Ricostruzioni poco chiare, dubbi, incertezze, ansie che potrebbero intaccare il morale dei nostri soldati: in Parlamento, del resto, La Russa ha sostenuto che a colpire è stato un soldato afghano e non un terrorista con l’uniforme. La distinzione è fondamentale, perché se - lo conferma lo Stato Maggiore dell’Esercito - Gullab Ali Noor è un militare afghano vuol dire che nei sistemi di arruolamento di Karzai ci sono falle gravi. “Quando si decide di costruire un esercito dal nulla è purtroppo tragicamente inevitabile che fra chi chieda di essere arruolato ci sia qualcuno che tenta di infiltrarsi”, commenta Andrea Margelletti, esperto del Centro Studi Internazionali (Ce.S.I.). Per questo c’è chi ritiene necessario modificare il patto di collaborazione. “Non si possono modificare le forme di sostegno all’esercito afghano.
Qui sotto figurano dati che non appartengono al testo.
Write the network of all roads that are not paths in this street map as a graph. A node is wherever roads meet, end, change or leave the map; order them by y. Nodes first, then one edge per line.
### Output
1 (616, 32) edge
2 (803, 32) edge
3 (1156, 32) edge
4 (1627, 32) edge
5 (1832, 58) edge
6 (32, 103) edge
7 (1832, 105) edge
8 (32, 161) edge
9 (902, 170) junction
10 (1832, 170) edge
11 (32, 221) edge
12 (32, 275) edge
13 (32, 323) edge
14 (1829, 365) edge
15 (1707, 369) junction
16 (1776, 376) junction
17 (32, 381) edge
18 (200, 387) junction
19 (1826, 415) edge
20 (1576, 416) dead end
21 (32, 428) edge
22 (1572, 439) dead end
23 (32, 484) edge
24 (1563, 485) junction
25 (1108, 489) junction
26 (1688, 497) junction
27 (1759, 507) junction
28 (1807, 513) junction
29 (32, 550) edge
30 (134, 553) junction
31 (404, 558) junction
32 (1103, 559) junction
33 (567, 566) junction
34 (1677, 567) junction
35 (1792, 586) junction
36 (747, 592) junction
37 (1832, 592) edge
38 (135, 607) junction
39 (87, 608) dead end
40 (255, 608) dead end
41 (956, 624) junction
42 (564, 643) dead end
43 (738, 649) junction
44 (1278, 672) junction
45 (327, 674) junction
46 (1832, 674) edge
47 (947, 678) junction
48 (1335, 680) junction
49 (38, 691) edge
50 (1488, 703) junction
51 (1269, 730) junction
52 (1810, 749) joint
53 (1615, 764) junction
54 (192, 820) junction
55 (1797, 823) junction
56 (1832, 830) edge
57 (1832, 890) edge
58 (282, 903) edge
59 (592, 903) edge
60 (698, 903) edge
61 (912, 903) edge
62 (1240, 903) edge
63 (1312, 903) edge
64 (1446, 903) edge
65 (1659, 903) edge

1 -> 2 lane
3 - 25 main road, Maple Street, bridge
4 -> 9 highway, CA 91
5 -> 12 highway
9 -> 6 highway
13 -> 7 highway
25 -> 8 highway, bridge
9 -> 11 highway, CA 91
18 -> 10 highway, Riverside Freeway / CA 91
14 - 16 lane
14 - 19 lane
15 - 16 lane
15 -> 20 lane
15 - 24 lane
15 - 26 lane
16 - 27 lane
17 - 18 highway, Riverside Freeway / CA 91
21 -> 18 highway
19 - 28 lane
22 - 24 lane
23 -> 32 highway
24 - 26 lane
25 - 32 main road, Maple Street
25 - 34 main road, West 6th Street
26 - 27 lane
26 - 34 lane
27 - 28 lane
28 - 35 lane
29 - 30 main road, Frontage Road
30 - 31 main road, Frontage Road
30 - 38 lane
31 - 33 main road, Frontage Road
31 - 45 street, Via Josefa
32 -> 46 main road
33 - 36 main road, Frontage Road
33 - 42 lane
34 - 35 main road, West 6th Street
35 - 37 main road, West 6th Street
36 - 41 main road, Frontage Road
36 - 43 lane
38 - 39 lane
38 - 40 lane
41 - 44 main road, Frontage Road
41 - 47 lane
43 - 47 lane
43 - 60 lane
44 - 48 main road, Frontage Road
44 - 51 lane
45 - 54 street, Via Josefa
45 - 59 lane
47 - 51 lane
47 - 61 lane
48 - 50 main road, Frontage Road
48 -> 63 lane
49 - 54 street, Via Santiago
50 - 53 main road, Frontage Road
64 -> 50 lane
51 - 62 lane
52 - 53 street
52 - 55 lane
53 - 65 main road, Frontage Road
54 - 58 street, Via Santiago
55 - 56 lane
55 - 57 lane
E non credo – confuta ancora Margelletti - che Petreus cambierà strategia: per la semplice ragione che la coalizione internazionale è in Afghanistan per dare supporto al legittimo governo afghano”. In sostanza: se le forze della coalizione internazionale dovessero decidere di non supportare più le forze armate di Karzai verrebbero a mancare le basi per restare lì. “Non credo, quindi, che ci sarà un cambiamento di approccio da parte dei nostri militari o dei militari della coalizione internazionale nei confronti del legittimo esercito afghano”, 
conclude l'esperto.
Quindi, secondo Margelletti si dovrà ancora combattere fianco a fianco agli uomini di Kabul. “Gullab Ali Noor non è un infiltrato: secondo me, Al Qaeda lo ha arruolato quando già aveva indossato la divisa afghana. Nonostante i gravi contraccolpi psicologici cui andranno incontro i nostri soldati, però, non si può assolutamente rinunciare alla collaborazione degli uomini di Karzai”, commenta un alto ufficiale in pensione. Ma perché la cooperazione sia proficua è necessario che il generale Petreus e il generale afghano si incontrino. “Non si può mandare allo sbaraglio un proprio sottoposto: devi essere certo – prosegue l'ex  generale - che chi hai a fianco “non ti volga contro un M16”.  Gli italiani appoggeranno ancora con gli afghani? Per Peter Galbraith, ex vice direttore della missione dell’Onu a Kabul, “il reclutamento e l'addestramento dei miliari afghani è molto accelerato” e “non si fanno molte indagini sugli agenti prima di reclutarli”.  “Questo è un problema politico: noi combattiamo con ad altri contingenti, con loro dobbiamo decidere cosa fare”. Barack Obama ha già detto che entro il 2011 le truppe americane cominceranno a lasciare il fronte. “Se gli Usa vanno via se ne vanno anche gli altri. Se Karzai è un corrotto se ne assumerà le conseguenze”, conclude.